Erba/ La casa della strage va alle persone in difficoltà
Dal dramma rinasce la vita. Quattro anni dopo uno dei delitti più efferati che il nostro Paese abbia mai conosciuto, l’annuncio che da quel dramma prende il via un progetto che riporterà la vita nella casa di via Diaz, ad Erba. Il progetto si chiama “Se mi tieni per mano” ed è stato voluto dalla famiglia di Carlo Castagna, che ha donato l’appartamento in cui nel 2006 vennero brutalmente uccisi Raffaella Castagna, Paola Galli, il piccolo Youssef Marzouk e Valeria Cherubini.
La consegna simbolica delle chiavi di casa avverrà durante la celebrazione della messa, sabato mattina, in parrocchia. Un gesto semplice, quanto forte. La famiglia Castagna ha deciso di donare l’abitazione alla Parrocchia Santa Maria Nascente di Erba. L’appartamento verrà messo a disposizione per le persone in difficoltà.
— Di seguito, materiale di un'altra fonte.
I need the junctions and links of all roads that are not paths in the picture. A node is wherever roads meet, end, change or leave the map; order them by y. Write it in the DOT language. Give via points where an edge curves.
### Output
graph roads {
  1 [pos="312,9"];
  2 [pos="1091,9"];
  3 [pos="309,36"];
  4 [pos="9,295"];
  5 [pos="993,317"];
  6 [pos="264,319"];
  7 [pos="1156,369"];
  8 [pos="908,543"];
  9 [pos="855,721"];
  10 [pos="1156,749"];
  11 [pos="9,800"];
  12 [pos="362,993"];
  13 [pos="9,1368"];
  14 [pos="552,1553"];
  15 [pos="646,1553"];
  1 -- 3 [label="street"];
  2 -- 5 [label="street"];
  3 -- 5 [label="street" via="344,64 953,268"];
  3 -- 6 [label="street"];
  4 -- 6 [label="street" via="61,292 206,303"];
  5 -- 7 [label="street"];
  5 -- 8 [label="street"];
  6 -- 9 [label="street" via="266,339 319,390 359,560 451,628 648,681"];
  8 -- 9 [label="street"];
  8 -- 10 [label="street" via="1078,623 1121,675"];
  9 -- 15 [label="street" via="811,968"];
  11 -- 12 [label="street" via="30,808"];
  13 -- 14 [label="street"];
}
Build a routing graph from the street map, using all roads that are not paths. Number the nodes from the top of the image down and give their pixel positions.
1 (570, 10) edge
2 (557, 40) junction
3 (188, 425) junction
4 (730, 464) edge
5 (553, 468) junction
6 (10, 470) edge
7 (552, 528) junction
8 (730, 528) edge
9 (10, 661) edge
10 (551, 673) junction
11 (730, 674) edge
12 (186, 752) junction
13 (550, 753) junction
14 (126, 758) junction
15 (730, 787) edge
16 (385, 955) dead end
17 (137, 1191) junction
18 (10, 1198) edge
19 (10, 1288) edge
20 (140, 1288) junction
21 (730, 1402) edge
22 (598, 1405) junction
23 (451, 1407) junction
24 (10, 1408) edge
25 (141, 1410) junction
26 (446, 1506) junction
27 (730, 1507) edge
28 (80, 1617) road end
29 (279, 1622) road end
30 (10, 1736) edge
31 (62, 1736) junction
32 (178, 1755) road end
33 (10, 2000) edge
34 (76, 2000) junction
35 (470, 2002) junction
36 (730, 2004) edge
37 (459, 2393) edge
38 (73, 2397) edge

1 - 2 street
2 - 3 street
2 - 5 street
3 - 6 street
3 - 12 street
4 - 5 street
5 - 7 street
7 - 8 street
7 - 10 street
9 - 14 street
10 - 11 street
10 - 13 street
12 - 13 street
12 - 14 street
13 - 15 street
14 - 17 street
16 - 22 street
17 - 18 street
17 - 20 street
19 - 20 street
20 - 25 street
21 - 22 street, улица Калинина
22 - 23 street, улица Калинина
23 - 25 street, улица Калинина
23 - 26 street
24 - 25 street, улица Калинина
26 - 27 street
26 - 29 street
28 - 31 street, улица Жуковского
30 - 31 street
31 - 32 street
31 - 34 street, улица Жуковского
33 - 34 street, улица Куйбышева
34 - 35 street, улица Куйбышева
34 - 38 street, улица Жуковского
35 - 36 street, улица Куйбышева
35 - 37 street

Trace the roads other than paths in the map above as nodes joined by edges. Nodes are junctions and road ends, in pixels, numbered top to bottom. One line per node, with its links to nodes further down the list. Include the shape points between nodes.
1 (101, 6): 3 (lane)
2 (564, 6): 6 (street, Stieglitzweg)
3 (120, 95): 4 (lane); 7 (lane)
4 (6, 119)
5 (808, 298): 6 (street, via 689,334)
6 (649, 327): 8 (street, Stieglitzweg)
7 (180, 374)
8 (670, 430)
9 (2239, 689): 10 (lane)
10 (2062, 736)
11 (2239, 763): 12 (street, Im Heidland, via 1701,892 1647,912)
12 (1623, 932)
Il progetto prevede l’attivazione di un alloggio di autonomia per singoli o nuclei familiari in difficoltà abitative nel territorio della città di Erba, che si aggiunge ad altri alloggi già gestiti dalla Parrocchia attraverso la Caritas della Comunità Pastorale di S. Eufemia in collaborazione con i servizi sociali del Comune di Erba e con il Consorzio Erbese dei servizi alla Persona.
La famiglia dopo aver ristrutturato a sue spese l’alloggio lo ha concesso in comodato gratuito per nove anni alla Parrocchia, con l’espresso desiderio di far “rinascere” la casa, supportando persone in difficoltà in un’atmosfera di accoglienza, vicinanza e solidarietà. Ciascun singolo o nucleo familiare ospitato verrà seguito in modo individuale, grazie al supporto di una decina di volontari della Caritas e di personale qualificato; indicativamente, le persone saranno ospitate per un periodo dai 6 ai 18 mesi, a seconda della complessità dei casi e quindi dei percorsi. Il progetto è stato realizzato col sostegno di Fondazione Cariplo.